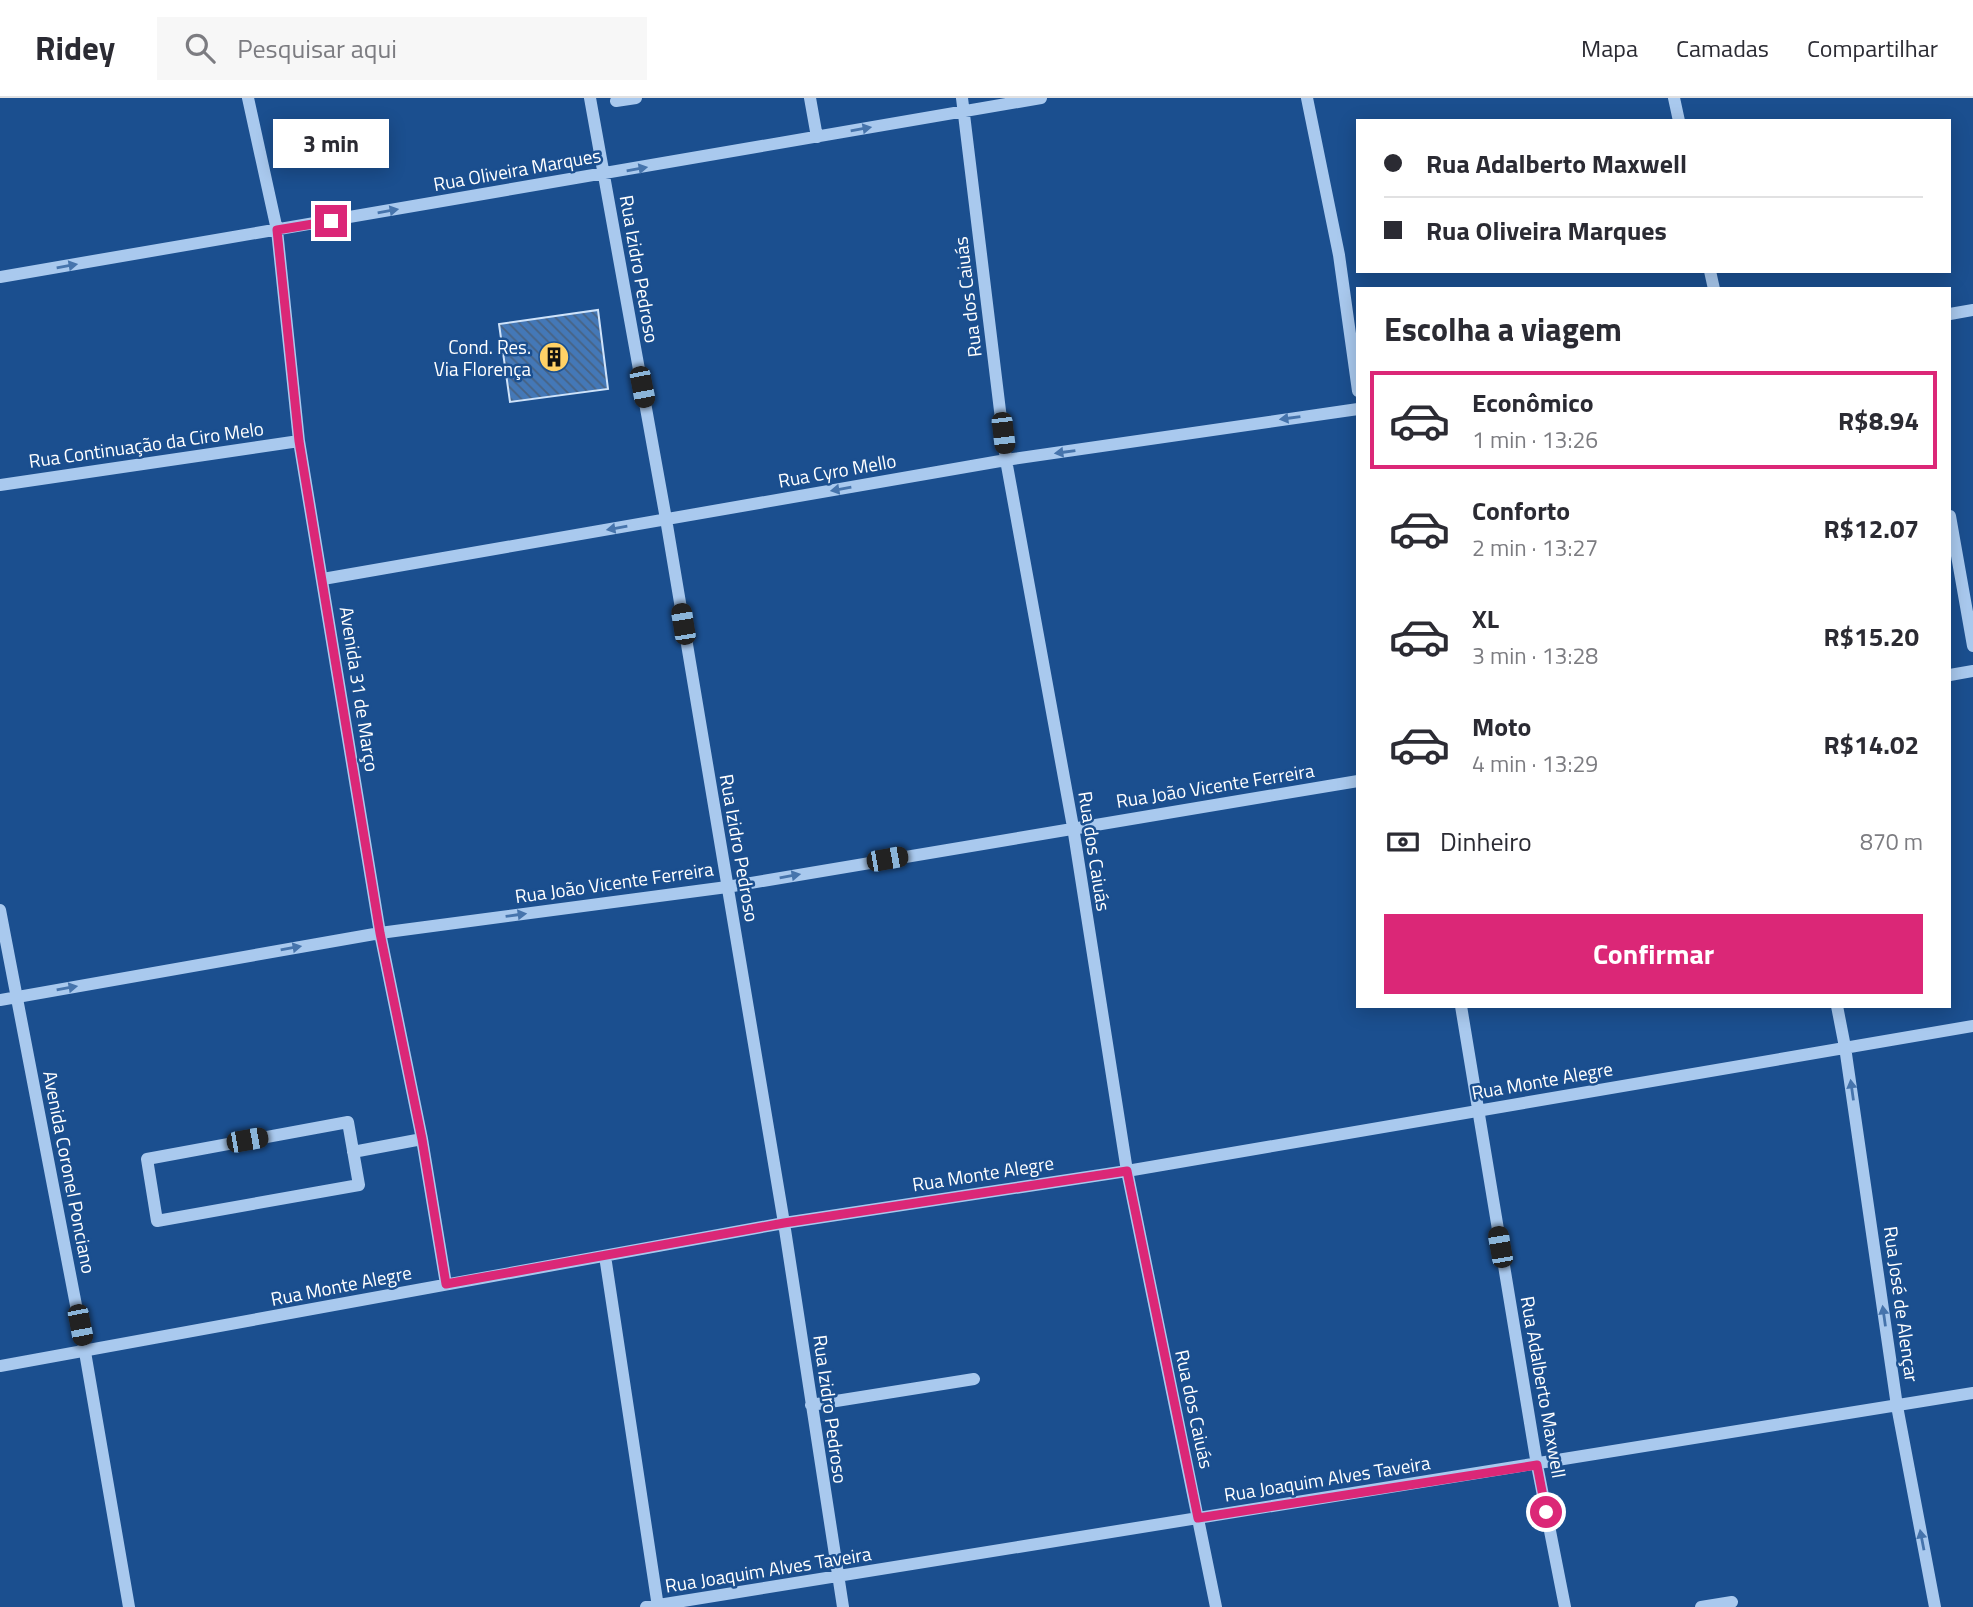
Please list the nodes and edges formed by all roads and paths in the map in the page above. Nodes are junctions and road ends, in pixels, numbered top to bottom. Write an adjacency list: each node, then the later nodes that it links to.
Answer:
1 (248, 98): 13 (street, Avenida 31 de Março)
2 (590, 98): 12 (street, Rua Izidro Pedroso)
3 (636, 98): 8 (street)
4 (810, 98): 11 (street)
5 (1041, 98): 9 (street, Rua Oliveira Marques)
6 (1307, 98): 17 (street)
7 (1674, 98): 10 (street)
8 (616, 101)
9 (963, 104): 11 (street, Rua Oliveira Marques, one-way to 9); 20 (street, Rua dos Caiuás)
10 (1679, 119)
11 (817, 137): 12 (street, Rua Oliveira Marques, one-way to 11)
12 (603, 174): 13 (street, Rua Oliveira Marques, one-way to 12); 22 (street, Rua Izidro Pedroso)
13 (277, 230): 14 (street, Rua Oliveira Marques, one-way to 13); 19 (street, Avenida 31 de Março)
14 (0, 277)
15 (1973, 310): 16 (street)
16 (1951, 314)
17 (1356, 377)
18 (1356, 409): 20 (street, Rua Cyro Mello, one-way to 20)
19 (299, 441): 21 (street, Rua Continuação da Ciro Melo); 24 (street, Avenida 31 de Março)
20 (1006, 460): 22 (street, Rua Cyro Mello, one-way to 22); 29 (street, Rua dos Caiuás)
21 (0, 485)
22 (666, 519): 24 (street, Rua Cyro Mello, one-way to 24); 30 (street, Rua Izidro Pedroso)
23 (1951, 522): 25 (street)
24 (323, 579): 32 (street, Avenida 31 de Março)
25 (1973, 646)
26 (1973, 671): 27 (street)
27 (1951, 675)
28 (1356, 781): 29 (street, Rua João Vicente Ferreira)
29 (1073, 827): 30 (street, Rua João Vicente Ferreira, one-way to 29); 42 (street, Rua dos Caiuás)
30 (727, 887): 32 (street, Rua João Vicente Ferreira, one-way to 30); 43 (street, Rua Izidro Pedroso)
31 (0, 910): 33 (street, Avenida Coronel Ponciano)
32 (380, 933): 33 (street, Rua João Vicente Ferreira, one-way to 32); 40 (street, Avenida 31 de Março)
33 (16, 997): 34 (street, Rua João Vicente Ferreira); 46 (street, Avenida Coronel Ponciano)
34 (0, 1000)
35 (1461, 1008): 39 (street, Rua Adalberto Maxwell)
36 (1837, 1008): 38 (street, Rua José de Alençar)
37 (1973, 1026): 38 (street, Rua Monte Alegre)
38 (1845, 1047): 39 (street, Rua Monte Alegre); 51 (street, Rua José de Alençar, one-way to 38)
39 (1477, 1110): 42 (street, Rua Monte Alegre); 52 (street, Rua Adalberto Maxwell)
40 (422, 1139): 41 (street); 45 (street, Avenida 31 de Março)
41 (353, 1152): 41 (street)
42 (1127, 1171): 43 (street, Rua Monte Alegre); 53 (street, Rua dos Caiuás)
43 (784, 1223): 44 (street, Rua Monte Alegre); 50 (street, Rua Izidro Pedroso)
44 (605, 1256): 45 (street, Rua Monte Alegre); 56 (street)
45 (446, 1284): 46 (street, Rua Monte Alegre)
46 (85, 1352): 47 (street, Rua Monte Alegre); 57 (street, Avenida Coronel Ponciano)
47 (0, 1366)
48 (974, 1379): 50 (street)
49 (1973, 1393): 51 (street, Rua Joaquim Alves Taveira)
50 (811, 1405): 54 (street, Rua Izidro Pedroso)
51 (1897, 1406): 52 (street, Rua Joaquim Alves Taveira); 62 (street, Rua José de Alençar, one-way to 51)
52 (1537, 1465): 53 (street, Rua Joaquim Alves Taveira); 60 (street, Rua Adalberto Maxwell)
53 (1198, 1518): 54 (street, Rua Joaquim Alves Taveira); 59 (street, Rua dos Caiuás)
54 (838, 1578): 56 (street, Rua Joaquim Alves Taveira); 58 (street, Rua Izidro Pedroso)
55 (1732, 1602): 61 (street)
56 (654, 1606)
57 (129, 1607)
58 (843, 1607)
59 (1216, 1607)
60 (1565, 1607)
61 (1702, 1607)
62 (1935, 1607)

Action item: Repeat each of the entries above exactly, but do not carry over the pictures.

Reply to the task:
Please list the nodes and edges formed by all roads and paths in the map in the page above. Nodes are junctions and road ends, in pixels, numbered top to bottom. Write an adjacency list: each node, then the later nodes that it links to.
Answer:
1 (248, 98): 13 (street, Avenida 31 de Março)
2 (590, 98): 12 (street, Rua Izidro Pedroso)
3 (636, 98): 8 (street)
4 (810, 98): 11 (street)
5 (1041, 98): 9 (street, Rua Oliveira Marques)
6 (1307, 98): 17 (street)
7 (1674, 98): 10 (street)
8 (616, 101)
9 (963, 104): 11 (street, Rua Oliveira Marques, one-way to 9); 20 (street, Rua dos Caiuás)
10 (1679, 119)
11 (817, 137): 12 (street, Rua Oliveira Marques, one-way to 11)
12 (603, 174): 13 (street, Rua Oliveira Marques, one-way to 12); 22 (street, Rua Izidro Pedroso)
13 (277, 230): 14 (street, Rua Oliveira Marques, one-way to 13); 19 (street, Avenida 31 de Março)
14 (0, 277)
15 (1973, 310): 16 (street)
16 (1951, 314)
17 (1356, 377)
18 (1356, 409): 20 (street, Rua Cyro Mello, one-way to 20)
19 (299, 441): 21 (street, Rua Continuação da Ciro Melo); 24 (street, Avenida 31 de Março)
20 (1006, 460): 22 (street, Rua Cyro Mello, one-way to 22); 29 (street, Rua dos Caiuás)
21 (0, 485)
22 (666, 519): 24 (street, Rua Cyro Mello, one-way to 24); 30 (street, Rua Izidro Pedroso)
23 (1951, 522): 25 (street)
24 (323, 579): 32 (street, Avenida 31 de Março)
25 (1973, 646)
26 (1973, 671): 27 (street)
27 (1951, 675)
28 (1356, 781): 29 (street, Rua João Vicente Ferreira)
29 (1073, 827): 30 (street, Rua João Vicente Ferreira, one-way to 29); 42 (street, Rua dos Caiuás)
30 (727, 887): 32 (street, Rua João Vicente Ferreira, one-way to 30); 43 (street, Rua Izidro Pedroso)
31 (0, 910): 33 (street, Avenida Coronel Ponciano)
32 (380, 933): 33 (street, Rua João Vicente Ferreira, one-way to 32); 40 (street, Avenida 31 de Março)
33 (16, 997): 34 (street, Rua João Vicente Ferreira); 46 (street, Avenida Coronel Ponciano)
34 (0, 1000)
35 (1461, 1008): 39 (street, Rua Adalberto Maxwell)
36 (1837, 1008): 38 (street, Rua José de Alençar)
37 (1973, 1026): 38 (street, Rua Monte Alegre)
38 (1845, 1047): 39 (street, Rua Monte Alegre); 51 (street, Rua José de Alençar, one-way to 38)
39 (1477, 1110): 42 (street, Rua Monte Alegre); 52 (street, Rua Adalberto Maxwell)
40 (422, 1139): 41 (street); 45 (street, Avenida 31 de Março)
41 (353, 1152): 41 (street)
42 (1127, 1171): 43 (street, Rua Monte Alegre); 53 (street, Rua dos Caiuás)
43 (784, 1223): 44 (street, Rua Monte Alegre); 50 (street, Rua Izidro Pedroso)
44 (605, 1256): 45 (street, Rua Monte Alegre); 56 (street)
45 (446, 1284): 46 (street, Rua Monte Alegre)
46 (85, 1352): 47 (street, Rua Monte Alegre); 57 (street, Avenida Coronel Ponciano)
47 (0, 1366)
48 (974, 1379): 50 (street)
49 (1973, 1393): 51 (street, Rua Joaquim Alves Taveira)
50 (811, 1405): 54 (street, Rua Izidro Pedroso)
51 (1897, 1406): 52 (street, Rua Joaquim Alves Taveira); 62 (street, Rua José de Alençar, one-way to 51)
52 (1537, 1465): 53 (street, Rua Joaquim Alves Taveira); 60 (street, Rua Adalberto Maxwell)
53 (1198, 1518): 54 (street, Rua Joaquim Alves Taveira); 59 (street, Rua dos Caiuás)
54 (838, 1578): 56 (street, Rua Joaquim Alves Taveira); 58 (street, Rua Izidro Pedroso)
55 (1732, 1602): 61 (street)
56 (654, 1606)
57 (129, 1607)
58 (843, 1607)
59 (1216, 1607)
60 (1565, 1607)
61 (1702, 1607)
62 (1935, 1607)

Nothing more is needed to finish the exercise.